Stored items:
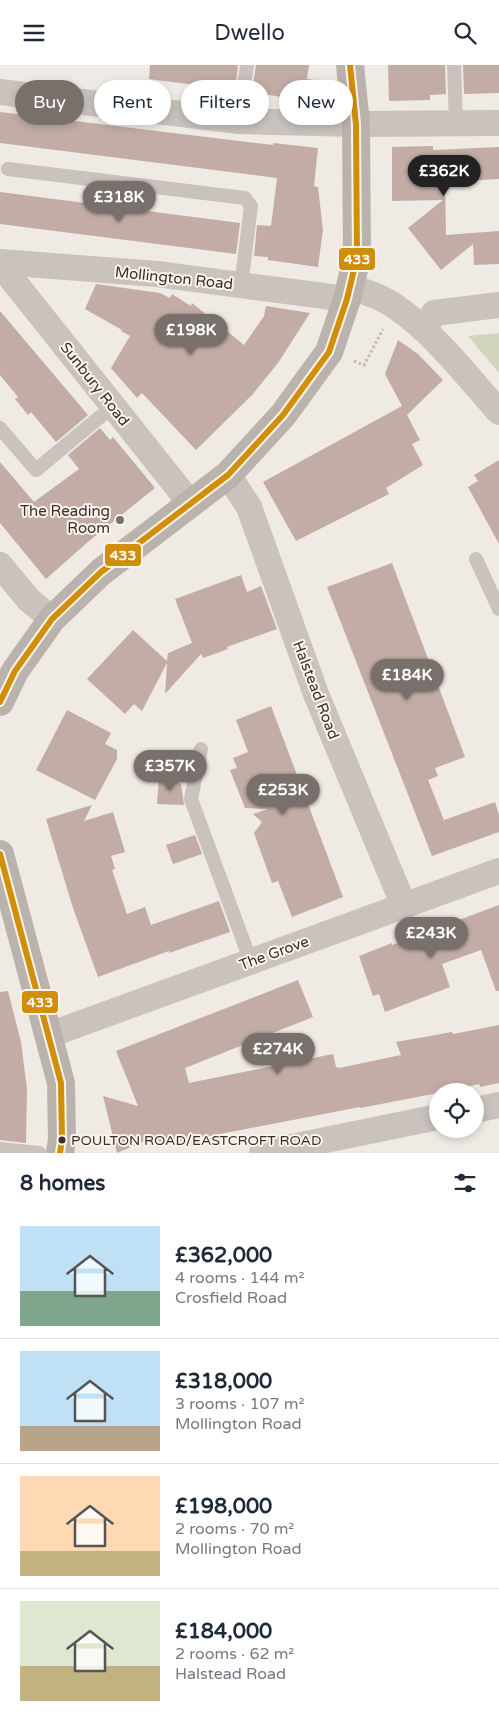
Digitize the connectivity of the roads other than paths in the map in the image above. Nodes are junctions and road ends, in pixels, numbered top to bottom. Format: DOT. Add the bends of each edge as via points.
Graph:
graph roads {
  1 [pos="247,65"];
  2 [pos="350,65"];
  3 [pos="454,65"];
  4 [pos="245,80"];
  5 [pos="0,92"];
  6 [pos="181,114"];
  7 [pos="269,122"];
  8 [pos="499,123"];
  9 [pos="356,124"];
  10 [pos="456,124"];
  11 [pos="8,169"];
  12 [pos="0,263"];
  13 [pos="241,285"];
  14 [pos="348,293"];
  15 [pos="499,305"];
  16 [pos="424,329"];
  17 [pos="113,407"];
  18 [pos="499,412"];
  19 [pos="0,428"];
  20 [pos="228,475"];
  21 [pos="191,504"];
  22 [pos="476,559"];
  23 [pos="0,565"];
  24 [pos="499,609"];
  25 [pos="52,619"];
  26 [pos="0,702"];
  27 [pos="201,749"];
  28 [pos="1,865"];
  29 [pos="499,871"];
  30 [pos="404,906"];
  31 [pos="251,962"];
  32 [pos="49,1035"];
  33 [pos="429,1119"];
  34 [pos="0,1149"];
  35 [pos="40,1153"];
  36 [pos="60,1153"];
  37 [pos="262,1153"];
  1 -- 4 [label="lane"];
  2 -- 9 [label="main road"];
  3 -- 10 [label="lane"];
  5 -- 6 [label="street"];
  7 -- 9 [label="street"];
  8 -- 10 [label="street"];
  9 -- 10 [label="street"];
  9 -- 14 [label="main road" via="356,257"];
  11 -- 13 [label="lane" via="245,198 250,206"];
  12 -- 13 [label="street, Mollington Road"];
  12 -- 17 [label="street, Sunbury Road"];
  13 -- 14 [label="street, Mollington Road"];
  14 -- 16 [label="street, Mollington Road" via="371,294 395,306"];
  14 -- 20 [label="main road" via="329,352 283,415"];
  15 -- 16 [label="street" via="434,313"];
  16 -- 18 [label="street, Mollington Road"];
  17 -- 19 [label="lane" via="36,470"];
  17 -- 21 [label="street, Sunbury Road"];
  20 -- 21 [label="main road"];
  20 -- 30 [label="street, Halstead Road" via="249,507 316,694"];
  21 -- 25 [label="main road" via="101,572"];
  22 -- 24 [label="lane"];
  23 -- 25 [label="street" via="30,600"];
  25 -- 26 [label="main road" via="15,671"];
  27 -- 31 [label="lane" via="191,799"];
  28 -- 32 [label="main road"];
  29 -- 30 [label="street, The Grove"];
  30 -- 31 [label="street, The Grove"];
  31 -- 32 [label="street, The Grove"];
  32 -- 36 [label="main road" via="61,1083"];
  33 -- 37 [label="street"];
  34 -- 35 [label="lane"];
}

• [Action item]:
Here the records must be restated exactly, minus any images.

• [Your response]:
Digitize the connectivity of the roads other than paths in the map in the image above. Nodes are junctions and road ends, in pixels, numbered top to bottom. Format: DOT. Add the bends of each edge as via points.
Graph:
graph roads {
  1 [pos="247,65"];
  2 [pos="350,65"];
  3 [pos="454,65"];
  4 [pos="245,80"];
  5 [pos="0,92"];
  6 [pos="181,114"];
  7 [pos="269,122"];
  8 [pos="499,123"];
  9 [pos="356,124"];
  10 [pos="456,124"];
  11 [pos="8,169"];
  12 [pos="0,263"];
  13 [pos="241,285"];
  14 [pos="348,293"];
  15 [pos="499,305"];
  16 [pos="424,329"];
  17 [pos="113,407"];
  18 [pos="499,412"];
  19 [pos="0,428"];
  20 [pos="228,475"];
  21 [pos="191,504"];
  22 [pos="476,559"];
  23 [pos="0,565"];
  24 [pos="499,609"];
  25 [pos="52,619"];
  26 [pos="0,702"];
  27 [pos="201,749"];
  28 [pos="1,865"];
  29 [pos="499,871"];
  30 [pos="404,906"];
  31 [pos="251,962"];
  32 [pos="49,1035"];
  33 [pos="429,1119"];
  34 [pos="0,1149"];
  35 [pos="40,1153"];
  36 [pos="60,1153"];
  37 [pos="262,1153"];
  1 -- 4 [label="lane"];
  2 -- 9 [label="main road"];
  3 -- 10 [label="lane"];
  5 -- 6 [label="street"];
  7 -- 9 [label="street"];
  8 -- 10 [label="street"];
  9 -- 10 [label="street"];
  9 -- 14 [label="main road" via="356,257"];
  11 -- 13 [label="lane" via="245,198 250,206"];
  12 -- 13 [label="street, Mollington Road"];
  12 -- 17 [label="street, Sunbury Road"];
  13 -- 14 [label="street, Mollington Road"];
  14 -- 16 [label="street, Mollington Road" via="371,294 395,306"];
  14 -- 20 [label="main road" via="329,352 283,415"];
  15 -- 16 [label="street" via="434,313"];
  16 -- 18 [label="street, Mollington Road"];
  17 -- 19 [label="lane" via="36,470"];
  17 -- 21 [label="street, Sunbury Road"];
  20 -- 21 [label="main road"];
  20 -- 30 [label="street, Halstead Road" via="249,507 316,694"];
  21 -- 25 [label="main road" via="101,572"];
  22 -- 24 [label="lane"];
  23 -- 25 [label="street" via="30,600"];
  25 -- 26 [label="main road" via="15,671"];
  27 -- 31 [label="lane" via="191,799"];
  28 -- 32 [label="main road"];
  29 -- 30 [label="street, The Grove"];
  30 -- 31 [label="street, The Grove"];
  31 -- 32 [label="street, The Grove"];
  32 -- 36 [label="main road" via="61,1083"];
  33 -- 37 [label="street"];
  34 -- 35 [label="lane"];
}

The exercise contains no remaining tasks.